┌──
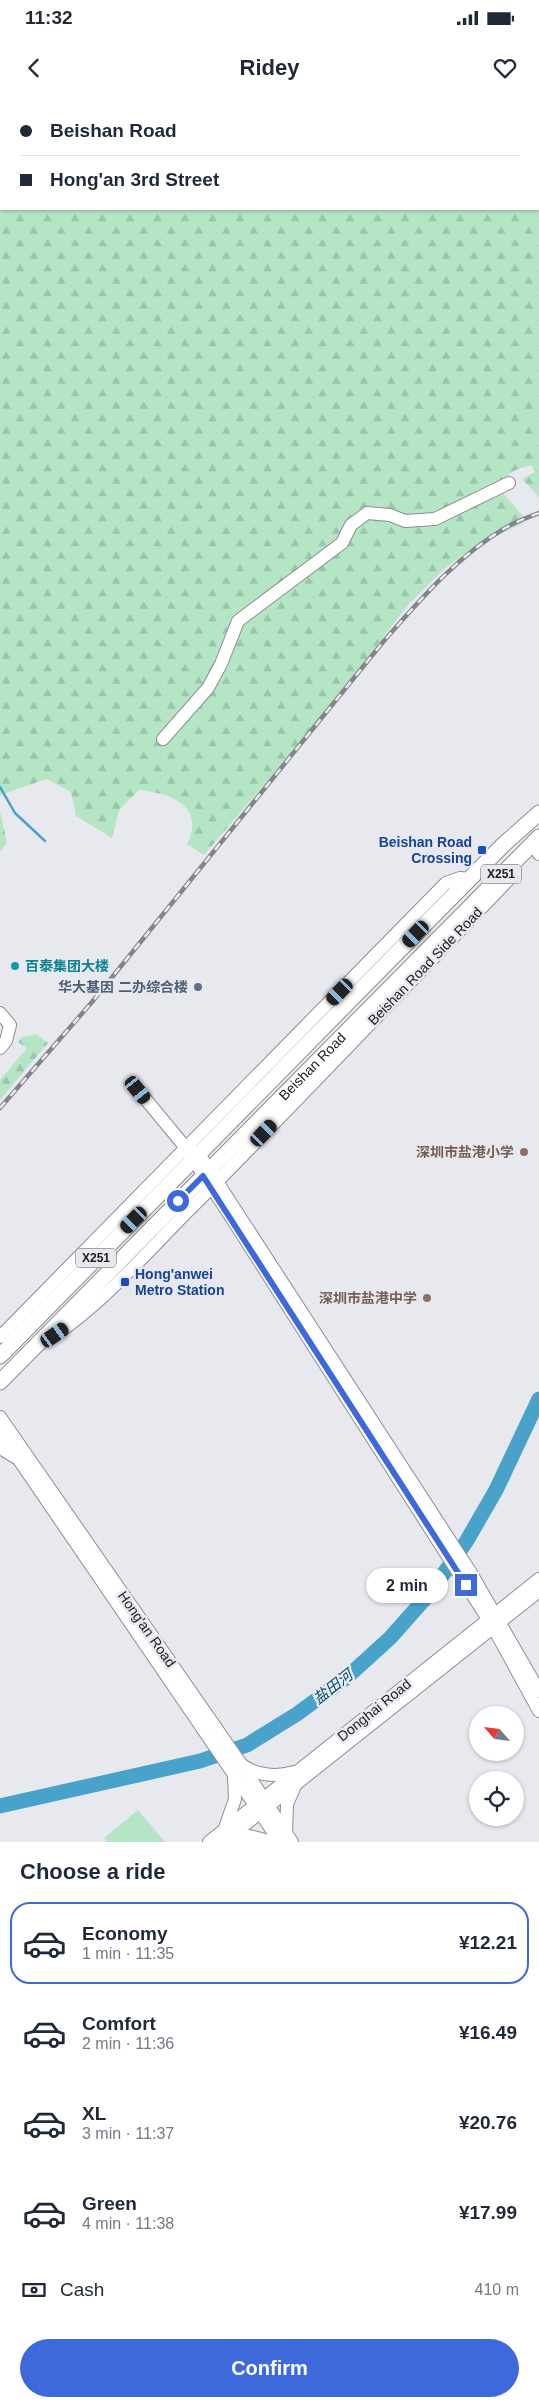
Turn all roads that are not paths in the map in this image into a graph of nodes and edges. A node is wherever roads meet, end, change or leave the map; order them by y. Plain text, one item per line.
1 (508, 483) dead end
2 (163, 739) dead end
3 (539, 813) edge
4 (539, 848) edge
5 (513, 875) junction
6 (464, 911) junction
7 (387, 989) junction
8 (0, 1013) edge
9 (369, 1025) junction
10 (0, 1048) edge
11 (138, 1090) dead end
12 (193, 1154) junction
13 (210, 1178) junction
14 (1, 1336) edge
15 (0, 1356) edge
16 (0, 1382) edge
17 (0, 1417) edge
18 (0, 1432) edge
19 (0, 1446) edge
20 (16, 1456) junction
21 (539, 1579) edge
22 (539, 1591) edge
23 (494, 1620) junction
24 (539, 1691) edge
25 (539, 1711) edge
26 (215, 1736) junction
27 (234, 1764) junction
28 (299, 1775) junction
29 (262, 1805) junction
30 (225, 1837) edge
31 (286, 1839) edge
32 (209, 1842) edge
33 (273, 1842) edge

1 - 2 street
3 - 12 main road, Beishan Road / X251
4 - 5 main road
4 - 6 main road, Beishan Road / X251
5 - 6 main road
5 - 9 street, Beishan Road Side Road
6 - 7 main road, Beishan Road / X251
7 - 9 main road
7 - 13 main road, Beishan Road / X251
8 - 10 street
9 - 13 street, Beishan Road Side Road
11 - 12 street
12 - 13 street
12 - 14 street
12 - 15 main road, Beishan Road / X251
13 - 16 main road, Beishan Road / X251
13 - 23 street
17 - 26 street, Hong'an Road
18 - 20 street, Hong'an Road
19 - 20 main road
20 - 26 street, Hong'an Road
21 - 23 street, Donghai Road
22 - 23 street, Donghai Road
23 - 24 street
23 - 25 street
23 - 28 street, Donghai Road
26 - 27 street, Hong'an Road
27 - 28 street
27 - 29 street, Hong'an Road
27 - 30 street
28 - 29 street, Donghai Road
28 - 31 street
29 - 30 street, Donghai Road
29 - 31 street, Hong'an Road
30 - 32 street, Donghai Road
30 - 33 street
└──
Write the records out exactly, dropping every image.

Turn all roads that are not paths in the map in this image into a graph of nodes and edges. A node is wherever roads meet, end, change or leave the map; order them by y. Plain text, one item per line.
1 (508, 483) dead end
2 (163, 739) dead end
3 (539, 813) edge
4 (539, 848) edge
5 (513, 875) junction
6 (464, 911) junction
7 (387, 989) junction
8 (0, 1013) edge
9 (369, 1025) junction
10 (0, 1048) edge
11 (138, 1090) dead end
12 (193, 1154) junction
13 (210, 1178) junction
14 (1, 1336) edge
15 (0, 1356) edge
16 (0, 1382) edge
17 (0, 1417) edge
18 (0, 1432) edge
19 (0, 1446) edge
20 (16, 1456) junction
21 (539, 1579) edge
22 (539, 1591) edge
23 (494, 1620) junction
24 (539, 1691) edge
25 (539, 1711) edge
26 (215, 1736) junction
27 (234, 1764) junction
28 (299, 1775) junction
29 (262, 1805) junction
30 (225, 1837) edge
31 (286, 1839) edge
32 (209, 1842) edge
33 (273, 1842) edge

1 - 2 street
3 - 12 main road, Beishan Road / X251
4 - 5 main road
4 - 6 main road, Beishan Road / X251
5 - 6 main road
5 - 9 street, Beishan Road Side Road
6 - 7 main road, Beishan Road / X251
7 - 9 main road
7 - 13 main road, Beishan Road / X251
8 - 10 street
9 - 13 street, Beishan Road Side Road
11 - 12 street
12 - 13 street
12 - 14 street
12 - 15 main road, Beishan Road / X251
13 - 16 main road, Beishan Road / X251
13 - 23 street
17 - 26 street, Hong'an Road
18 - 20 street, Hong'an Road
19 - 20 main road
20 - 26 street, Hong'an Road
21 - 23 street, Donghai Road
22 - 23 street, Donghai Road
23 - 24 street
23 - 25 street
23 - 28 street, Donghai Road
26 - 27 street, Hong'an Road
27 - 28 street
27 - 29 street, Hong'an Road
27 - 30 street
28 - 29 street, Donghai Road
28 - 31 street
29 - 30 street, Donghai Road
29 - 31 street, Hong'an Road
30 - 32 street, Donghai Road
30 - 33 street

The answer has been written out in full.